# Best moose face EVER



## spastic_jedi (Nov 11, 2009)

So moose had a bath today and as i was warming him up / drying him off he kept making this hilarious face at me... he was furrowing his brow at me... but only one side of it... and i couldnt help but hold him up in his blankie for just one picture of this adorable hilarious face










he hates his baths lol so i understand why he looks so unimpressed... he'd rather be running


----------



## Pipkin (Aug 26, 2009)

haha how cute is his grumpy face...adorable


----------



## shetland (Sep 2, 2008)

Little Mr. Squinty eye! Is this hedgie a little bit spoiled?
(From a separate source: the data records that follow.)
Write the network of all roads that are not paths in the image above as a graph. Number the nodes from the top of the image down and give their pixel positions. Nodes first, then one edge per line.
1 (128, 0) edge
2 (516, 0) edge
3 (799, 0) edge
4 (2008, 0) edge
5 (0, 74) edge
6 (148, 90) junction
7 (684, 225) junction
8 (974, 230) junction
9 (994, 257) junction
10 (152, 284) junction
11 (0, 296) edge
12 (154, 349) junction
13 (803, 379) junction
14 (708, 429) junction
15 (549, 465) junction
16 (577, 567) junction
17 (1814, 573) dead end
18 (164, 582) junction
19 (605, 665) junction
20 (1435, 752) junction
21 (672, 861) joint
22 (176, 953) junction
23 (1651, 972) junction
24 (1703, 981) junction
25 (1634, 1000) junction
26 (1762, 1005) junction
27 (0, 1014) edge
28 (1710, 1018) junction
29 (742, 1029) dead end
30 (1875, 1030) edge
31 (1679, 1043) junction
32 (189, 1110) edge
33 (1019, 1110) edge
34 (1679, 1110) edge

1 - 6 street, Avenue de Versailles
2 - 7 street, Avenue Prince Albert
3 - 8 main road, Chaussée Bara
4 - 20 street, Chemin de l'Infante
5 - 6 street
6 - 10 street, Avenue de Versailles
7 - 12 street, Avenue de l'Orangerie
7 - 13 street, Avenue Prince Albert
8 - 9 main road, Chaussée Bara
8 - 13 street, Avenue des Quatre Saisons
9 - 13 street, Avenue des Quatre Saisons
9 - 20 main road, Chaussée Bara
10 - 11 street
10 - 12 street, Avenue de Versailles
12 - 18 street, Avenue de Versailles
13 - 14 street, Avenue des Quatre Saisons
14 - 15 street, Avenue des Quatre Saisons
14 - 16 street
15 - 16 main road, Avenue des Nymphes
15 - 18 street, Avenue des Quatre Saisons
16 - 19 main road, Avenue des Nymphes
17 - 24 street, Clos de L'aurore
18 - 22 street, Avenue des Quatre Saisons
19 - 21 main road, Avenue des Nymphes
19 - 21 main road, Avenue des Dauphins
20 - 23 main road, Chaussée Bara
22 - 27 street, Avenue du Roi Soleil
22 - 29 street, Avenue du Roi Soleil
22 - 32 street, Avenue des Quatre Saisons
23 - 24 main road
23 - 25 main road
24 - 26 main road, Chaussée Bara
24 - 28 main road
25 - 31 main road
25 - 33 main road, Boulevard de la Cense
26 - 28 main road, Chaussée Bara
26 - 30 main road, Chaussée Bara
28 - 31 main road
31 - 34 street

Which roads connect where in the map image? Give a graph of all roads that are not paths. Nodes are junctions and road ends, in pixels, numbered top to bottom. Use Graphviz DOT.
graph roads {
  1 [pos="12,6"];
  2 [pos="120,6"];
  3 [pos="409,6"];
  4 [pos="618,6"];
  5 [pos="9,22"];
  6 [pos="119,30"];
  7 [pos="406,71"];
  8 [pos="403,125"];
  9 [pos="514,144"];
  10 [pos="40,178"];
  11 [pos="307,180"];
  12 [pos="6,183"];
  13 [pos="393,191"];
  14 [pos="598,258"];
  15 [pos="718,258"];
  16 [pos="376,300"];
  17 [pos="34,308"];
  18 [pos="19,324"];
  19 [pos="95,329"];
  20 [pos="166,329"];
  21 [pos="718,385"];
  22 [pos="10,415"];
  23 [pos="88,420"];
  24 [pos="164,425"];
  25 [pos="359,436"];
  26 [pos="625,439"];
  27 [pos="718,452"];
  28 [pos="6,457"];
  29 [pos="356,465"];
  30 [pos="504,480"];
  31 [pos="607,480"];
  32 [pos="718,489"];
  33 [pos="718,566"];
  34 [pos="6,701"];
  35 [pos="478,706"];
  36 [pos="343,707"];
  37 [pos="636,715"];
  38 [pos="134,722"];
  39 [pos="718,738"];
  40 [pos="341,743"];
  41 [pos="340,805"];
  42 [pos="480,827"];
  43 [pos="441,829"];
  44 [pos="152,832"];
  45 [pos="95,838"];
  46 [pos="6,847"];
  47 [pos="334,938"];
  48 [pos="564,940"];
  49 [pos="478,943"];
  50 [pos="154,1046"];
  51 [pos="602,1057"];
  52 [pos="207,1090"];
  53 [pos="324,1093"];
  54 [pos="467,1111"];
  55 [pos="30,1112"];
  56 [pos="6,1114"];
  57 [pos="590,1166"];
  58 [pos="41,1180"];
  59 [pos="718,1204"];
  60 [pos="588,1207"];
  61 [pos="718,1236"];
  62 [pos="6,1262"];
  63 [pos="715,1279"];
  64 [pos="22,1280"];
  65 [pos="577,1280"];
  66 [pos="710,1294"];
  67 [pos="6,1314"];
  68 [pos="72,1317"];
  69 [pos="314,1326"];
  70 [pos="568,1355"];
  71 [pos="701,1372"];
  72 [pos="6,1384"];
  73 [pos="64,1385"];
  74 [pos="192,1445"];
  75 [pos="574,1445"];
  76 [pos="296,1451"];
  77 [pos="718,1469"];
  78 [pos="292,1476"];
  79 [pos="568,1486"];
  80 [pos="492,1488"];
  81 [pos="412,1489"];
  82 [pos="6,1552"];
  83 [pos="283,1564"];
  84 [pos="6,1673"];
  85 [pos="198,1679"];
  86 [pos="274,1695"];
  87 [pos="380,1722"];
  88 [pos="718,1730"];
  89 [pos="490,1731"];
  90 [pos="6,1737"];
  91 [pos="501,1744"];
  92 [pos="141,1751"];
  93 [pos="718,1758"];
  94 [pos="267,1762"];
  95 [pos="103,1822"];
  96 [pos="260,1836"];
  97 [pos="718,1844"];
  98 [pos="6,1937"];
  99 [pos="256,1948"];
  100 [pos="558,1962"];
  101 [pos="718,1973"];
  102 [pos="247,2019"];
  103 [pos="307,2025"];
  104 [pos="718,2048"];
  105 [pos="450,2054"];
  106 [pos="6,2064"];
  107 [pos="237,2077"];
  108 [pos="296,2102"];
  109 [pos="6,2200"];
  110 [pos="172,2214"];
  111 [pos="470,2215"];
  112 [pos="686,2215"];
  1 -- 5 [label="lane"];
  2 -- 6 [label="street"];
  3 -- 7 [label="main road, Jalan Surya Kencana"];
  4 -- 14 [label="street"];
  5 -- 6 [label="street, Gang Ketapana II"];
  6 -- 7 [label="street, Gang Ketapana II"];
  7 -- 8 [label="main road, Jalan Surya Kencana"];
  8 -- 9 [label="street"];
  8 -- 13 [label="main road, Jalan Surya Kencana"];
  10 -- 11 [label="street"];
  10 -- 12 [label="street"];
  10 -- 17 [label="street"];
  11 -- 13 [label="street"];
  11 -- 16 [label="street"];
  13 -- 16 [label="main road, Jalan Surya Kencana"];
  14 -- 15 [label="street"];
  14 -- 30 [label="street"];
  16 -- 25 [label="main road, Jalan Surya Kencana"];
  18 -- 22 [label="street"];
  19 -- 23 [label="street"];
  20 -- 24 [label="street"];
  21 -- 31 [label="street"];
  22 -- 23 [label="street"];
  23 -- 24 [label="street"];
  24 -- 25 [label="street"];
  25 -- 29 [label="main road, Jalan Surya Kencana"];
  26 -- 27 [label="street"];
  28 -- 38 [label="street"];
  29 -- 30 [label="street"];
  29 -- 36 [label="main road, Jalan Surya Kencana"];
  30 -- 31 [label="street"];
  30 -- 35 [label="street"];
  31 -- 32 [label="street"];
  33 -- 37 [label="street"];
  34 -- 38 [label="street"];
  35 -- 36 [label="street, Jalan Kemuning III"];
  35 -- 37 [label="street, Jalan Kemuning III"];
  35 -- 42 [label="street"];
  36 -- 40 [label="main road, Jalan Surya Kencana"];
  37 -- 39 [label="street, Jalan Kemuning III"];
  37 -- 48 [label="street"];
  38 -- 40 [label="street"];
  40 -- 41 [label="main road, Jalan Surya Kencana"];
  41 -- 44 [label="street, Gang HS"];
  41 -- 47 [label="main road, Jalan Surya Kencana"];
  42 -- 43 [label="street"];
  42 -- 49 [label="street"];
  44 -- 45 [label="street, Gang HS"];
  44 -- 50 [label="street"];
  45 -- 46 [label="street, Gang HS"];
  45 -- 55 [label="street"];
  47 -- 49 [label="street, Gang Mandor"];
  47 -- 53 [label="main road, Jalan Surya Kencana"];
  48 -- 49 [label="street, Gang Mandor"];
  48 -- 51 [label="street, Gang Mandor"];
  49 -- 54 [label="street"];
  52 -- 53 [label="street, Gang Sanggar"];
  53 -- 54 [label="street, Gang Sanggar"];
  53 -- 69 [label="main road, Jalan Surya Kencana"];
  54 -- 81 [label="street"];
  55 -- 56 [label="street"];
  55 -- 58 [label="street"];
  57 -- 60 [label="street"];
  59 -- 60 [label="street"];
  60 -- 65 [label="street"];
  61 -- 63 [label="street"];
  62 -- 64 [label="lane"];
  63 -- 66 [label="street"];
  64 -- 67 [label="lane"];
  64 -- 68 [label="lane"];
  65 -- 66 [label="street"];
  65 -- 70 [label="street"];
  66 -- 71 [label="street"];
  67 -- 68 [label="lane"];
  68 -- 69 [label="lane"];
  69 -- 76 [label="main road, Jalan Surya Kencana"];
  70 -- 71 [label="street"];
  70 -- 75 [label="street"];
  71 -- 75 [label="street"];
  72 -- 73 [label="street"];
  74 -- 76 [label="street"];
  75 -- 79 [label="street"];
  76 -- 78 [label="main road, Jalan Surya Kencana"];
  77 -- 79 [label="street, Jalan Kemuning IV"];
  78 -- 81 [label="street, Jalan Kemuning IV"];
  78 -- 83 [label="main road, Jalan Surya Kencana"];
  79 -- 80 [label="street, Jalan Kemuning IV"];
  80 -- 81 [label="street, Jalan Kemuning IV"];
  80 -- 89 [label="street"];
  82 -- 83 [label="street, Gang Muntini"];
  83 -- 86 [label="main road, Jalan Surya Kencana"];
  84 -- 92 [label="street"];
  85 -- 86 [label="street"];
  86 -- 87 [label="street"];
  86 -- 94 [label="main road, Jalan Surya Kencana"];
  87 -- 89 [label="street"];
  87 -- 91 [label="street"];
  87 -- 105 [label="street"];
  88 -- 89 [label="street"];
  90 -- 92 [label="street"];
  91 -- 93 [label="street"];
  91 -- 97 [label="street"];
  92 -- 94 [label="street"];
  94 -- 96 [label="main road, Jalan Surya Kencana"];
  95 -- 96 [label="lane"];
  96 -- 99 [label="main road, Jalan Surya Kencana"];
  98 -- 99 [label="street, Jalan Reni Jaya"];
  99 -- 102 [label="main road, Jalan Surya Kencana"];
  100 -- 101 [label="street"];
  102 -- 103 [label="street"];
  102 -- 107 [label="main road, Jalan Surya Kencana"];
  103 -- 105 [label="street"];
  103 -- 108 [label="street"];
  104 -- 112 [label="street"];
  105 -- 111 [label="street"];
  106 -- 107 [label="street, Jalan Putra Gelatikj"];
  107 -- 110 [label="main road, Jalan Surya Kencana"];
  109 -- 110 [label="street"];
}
I love the stories!!!!!!!!! Heeeeeeeeeeeeeee


----------



## spastic_jedi (Nov 11, 2009)

he is totally spoiled lol :lol: i can't help it! he is just so cute!


----------



## Stephanie76 (Nov 2, 2009)

Ohs Nos!!!! I is so grumpiessss.  I love it.


----------



## nationofamanda (Jan 19, 2010)

well played moose, well played.

also, may i just say that naming animals after different animals is the best thing ever.
my hedgepig's name was hammy-short for hamster...and i'm considering naming one of my new rescue's bunny.


----------